Task requirements: Using the data below, copy out all lines with the word "graph".

Stored data entries
== == ==
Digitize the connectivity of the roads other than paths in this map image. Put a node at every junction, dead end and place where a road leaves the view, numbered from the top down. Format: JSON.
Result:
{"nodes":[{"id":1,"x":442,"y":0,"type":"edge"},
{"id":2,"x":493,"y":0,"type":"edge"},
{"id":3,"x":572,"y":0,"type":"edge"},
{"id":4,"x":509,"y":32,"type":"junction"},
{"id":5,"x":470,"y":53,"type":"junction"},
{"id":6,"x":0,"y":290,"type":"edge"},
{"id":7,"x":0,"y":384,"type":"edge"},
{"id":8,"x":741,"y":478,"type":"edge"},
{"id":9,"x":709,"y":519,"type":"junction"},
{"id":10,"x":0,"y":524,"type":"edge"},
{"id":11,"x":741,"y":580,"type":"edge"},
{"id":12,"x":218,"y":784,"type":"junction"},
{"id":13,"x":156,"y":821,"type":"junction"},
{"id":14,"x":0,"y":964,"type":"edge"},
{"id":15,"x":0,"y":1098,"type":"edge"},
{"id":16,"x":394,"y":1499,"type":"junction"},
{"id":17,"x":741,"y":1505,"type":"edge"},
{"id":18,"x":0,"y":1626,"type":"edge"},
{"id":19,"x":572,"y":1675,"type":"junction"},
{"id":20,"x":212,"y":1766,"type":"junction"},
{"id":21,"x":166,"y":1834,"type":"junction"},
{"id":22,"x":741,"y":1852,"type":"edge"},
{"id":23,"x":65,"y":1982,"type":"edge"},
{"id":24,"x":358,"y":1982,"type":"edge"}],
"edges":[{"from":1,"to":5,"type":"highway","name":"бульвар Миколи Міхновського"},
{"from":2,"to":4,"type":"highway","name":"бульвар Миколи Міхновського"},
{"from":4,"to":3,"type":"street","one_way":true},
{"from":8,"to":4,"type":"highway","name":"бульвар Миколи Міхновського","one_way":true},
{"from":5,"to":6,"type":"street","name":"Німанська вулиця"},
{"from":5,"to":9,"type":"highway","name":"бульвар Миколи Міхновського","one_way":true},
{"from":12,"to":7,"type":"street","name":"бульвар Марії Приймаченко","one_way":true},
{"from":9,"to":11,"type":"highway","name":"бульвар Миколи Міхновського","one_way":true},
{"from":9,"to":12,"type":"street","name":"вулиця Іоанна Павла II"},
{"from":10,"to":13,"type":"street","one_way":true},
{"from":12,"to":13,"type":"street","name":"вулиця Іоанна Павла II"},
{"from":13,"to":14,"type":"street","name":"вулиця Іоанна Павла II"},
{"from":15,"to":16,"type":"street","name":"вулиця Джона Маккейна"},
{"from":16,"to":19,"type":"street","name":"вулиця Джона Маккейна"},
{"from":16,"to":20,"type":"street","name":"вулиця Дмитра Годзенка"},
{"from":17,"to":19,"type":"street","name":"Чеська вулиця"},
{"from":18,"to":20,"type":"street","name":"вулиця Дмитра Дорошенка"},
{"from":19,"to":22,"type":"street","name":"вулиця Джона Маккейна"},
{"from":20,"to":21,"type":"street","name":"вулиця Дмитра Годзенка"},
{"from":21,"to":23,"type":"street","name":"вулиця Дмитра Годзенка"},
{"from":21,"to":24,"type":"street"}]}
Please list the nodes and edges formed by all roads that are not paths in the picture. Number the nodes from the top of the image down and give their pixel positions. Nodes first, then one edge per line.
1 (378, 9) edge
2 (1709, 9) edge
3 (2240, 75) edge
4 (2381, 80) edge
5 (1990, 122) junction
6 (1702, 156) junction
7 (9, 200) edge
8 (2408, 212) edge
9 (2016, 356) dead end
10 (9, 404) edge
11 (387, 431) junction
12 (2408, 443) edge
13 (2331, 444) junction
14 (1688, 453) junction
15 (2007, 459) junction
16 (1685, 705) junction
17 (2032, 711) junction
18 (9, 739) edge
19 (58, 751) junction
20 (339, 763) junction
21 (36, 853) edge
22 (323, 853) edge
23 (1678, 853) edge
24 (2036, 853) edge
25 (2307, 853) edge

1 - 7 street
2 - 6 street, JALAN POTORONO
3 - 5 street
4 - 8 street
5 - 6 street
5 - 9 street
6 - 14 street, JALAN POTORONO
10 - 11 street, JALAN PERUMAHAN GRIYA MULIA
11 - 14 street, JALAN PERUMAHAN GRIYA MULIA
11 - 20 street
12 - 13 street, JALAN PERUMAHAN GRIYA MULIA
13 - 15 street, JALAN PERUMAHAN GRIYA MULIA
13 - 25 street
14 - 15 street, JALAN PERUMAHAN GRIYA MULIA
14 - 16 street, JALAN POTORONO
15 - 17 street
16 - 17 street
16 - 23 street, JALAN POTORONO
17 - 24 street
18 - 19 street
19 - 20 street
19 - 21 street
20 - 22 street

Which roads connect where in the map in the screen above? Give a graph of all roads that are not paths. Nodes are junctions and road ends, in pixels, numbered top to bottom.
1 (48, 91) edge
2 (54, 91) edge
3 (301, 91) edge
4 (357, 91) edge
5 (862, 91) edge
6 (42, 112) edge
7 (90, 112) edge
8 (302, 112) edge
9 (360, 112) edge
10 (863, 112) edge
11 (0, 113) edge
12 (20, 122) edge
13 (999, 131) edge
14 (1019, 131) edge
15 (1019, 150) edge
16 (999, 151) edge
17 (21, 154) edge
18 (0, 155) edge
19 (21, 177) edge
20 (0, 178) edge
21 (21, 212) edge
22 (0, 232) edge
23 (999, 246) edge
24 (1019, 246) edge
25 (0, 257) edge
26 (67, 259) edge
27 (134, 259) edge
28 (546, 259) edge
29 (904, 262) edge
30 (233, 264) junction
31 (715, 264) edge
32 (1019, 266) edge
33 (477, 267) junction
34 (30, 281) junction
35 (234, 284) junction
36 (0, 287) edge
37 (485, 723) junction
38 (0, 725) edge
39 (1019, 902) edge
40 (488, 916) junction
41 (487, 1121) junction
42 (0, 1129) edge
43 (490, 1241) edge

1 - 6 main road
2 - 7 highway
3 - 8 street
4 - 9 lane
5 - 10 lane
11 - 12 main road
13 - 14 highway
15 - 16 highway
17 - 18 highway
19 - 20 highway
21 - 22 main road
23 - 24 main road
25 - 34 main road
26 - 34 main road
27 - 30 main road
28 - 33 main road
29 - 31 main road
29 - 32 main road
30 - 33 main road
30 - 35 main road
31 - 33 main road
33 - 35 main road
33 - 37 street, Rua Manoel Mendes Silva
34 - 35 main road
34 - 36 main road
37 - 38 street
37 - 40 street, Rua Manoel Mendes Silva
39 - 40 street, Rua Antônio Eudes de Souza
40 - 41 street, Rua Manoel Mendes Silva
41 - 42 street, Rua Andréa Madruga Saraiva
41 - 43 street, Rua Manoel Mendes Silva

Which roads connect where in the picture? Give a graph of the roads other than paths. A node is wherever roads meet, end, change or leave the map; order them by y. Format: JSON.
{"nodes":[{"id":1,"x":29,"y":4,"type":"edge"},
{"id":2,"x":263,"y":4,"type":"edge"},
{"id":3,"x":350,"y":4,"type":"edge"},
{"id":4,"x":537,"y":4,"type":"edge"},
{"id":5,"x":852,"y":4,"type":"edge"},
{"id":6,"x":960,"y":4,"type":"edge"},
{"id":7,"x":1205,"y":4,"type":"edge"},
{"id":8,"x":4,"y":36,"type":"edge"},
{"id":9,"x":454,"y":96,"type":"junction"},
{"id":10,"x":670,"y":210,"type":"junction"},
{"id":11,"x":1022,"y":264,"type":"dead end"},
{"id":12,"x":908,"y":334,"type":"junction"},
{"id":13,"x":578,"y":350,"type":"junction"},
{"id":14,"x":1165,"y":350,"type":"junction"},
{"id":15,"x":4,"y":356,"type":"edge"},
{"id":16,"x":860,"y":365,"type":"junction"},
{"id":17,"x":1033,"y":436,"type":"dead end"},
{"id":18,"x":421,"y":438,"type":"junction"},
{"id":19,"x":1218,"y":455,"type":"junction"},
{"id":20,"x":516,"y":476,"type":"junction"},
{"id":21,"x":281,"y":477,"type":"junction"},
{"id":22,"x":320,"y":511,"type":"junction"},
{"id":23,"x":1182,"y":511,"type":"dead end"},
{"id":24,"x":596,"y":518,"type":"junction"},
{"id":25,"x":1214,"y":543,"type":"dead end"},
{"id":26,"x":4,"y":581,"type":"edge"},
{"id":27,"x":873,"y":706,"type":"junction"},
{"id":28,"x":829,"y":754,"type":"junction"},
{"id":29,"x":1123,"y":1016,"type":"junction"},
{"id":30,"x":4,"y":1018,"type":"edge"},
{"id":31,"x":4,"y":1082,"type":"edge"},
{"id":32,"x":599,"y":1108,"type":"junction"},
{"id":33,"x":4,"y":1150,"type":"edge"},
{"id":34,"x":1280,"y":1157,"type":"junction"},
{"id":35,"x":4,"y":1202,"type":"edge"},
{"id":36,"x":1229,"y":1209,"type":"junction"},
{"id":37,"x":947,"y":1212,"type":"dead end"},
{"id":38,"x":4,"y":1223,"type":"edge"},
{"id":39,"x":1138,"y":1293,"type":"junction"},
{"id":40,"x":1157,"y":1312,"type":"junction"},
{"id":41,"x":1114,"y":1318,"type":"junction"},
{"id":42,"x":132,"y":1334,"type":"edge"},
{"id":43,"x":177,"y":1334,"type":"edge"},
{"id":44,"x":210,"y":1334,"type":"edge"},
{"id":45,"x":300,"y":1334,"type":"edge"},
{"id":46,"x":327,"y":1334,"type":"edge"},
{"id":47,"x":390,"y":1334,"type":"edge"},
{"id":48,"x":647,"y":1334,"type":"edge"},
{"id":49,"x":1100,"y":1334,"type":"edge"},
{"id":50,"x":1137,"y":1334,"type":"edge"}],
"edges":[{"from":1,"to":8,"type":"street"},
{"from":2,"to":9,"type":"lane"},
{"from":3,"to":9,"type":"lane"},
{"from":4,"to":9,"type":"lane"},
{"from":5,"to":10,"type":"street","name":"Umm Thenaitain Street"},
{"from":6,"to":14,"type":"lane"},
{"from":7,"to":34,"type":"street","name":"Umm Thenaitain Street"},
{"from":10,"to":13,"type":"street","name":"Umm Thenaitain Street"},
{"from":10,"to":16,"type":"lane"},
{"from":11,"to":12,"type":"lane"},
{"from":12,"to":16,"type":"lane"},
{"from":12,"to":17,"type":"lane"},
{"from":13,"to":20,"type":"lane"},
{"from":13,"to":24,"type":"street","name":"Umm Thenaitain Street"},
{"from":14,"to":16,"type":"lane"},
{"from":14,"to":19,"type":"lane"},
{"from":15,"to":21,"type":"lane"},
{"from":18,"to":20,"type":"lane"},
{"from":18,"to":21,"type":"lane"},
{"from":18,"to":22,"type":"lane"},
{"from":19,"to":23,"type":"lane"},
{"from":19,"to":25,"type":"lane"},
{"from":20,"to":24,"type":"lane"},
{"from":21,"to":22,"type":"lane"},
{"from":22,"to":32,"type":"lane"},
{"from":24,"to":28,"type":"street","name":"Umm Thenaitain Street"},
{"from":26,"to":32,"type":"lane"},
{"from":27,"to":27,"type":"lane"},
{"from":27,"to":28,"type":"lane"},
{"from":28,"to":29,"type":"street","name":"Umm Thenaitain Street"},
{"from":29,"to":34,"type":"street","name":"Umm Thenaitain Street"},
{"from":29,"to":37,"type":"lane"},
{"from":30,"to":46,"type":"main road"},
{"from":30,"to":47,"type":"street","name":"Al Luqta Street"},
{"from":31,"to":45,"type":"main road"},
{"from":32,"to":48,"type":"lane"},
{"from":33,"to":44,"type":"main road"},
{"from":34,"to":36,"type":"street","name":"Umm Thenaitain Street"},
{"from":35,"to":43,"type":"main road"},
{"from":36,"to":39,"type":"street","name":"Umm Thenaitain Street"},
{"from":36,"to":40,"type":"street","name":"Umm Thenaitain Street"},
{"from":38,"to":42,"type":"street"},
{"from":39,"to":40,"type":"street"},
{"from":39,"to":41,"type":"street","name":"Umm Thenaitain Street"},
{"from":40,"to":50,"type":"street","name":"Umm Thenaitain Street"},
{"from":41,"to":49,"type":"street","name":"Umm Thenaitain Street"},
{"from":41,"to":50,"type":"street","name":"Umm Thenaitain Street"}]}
== == ==
Result of this exercise:
Which roads connect where in the map in the screen above? Give a graph of all roads that are not paths. Nodes are junctions and road ends, in pixels, numbered top to bottom.
Which roads connect where in the picture? Give a graph of the roads other than paths. A node is wherever roads meet, end, change or leave the map; order them by y. Format: JSON.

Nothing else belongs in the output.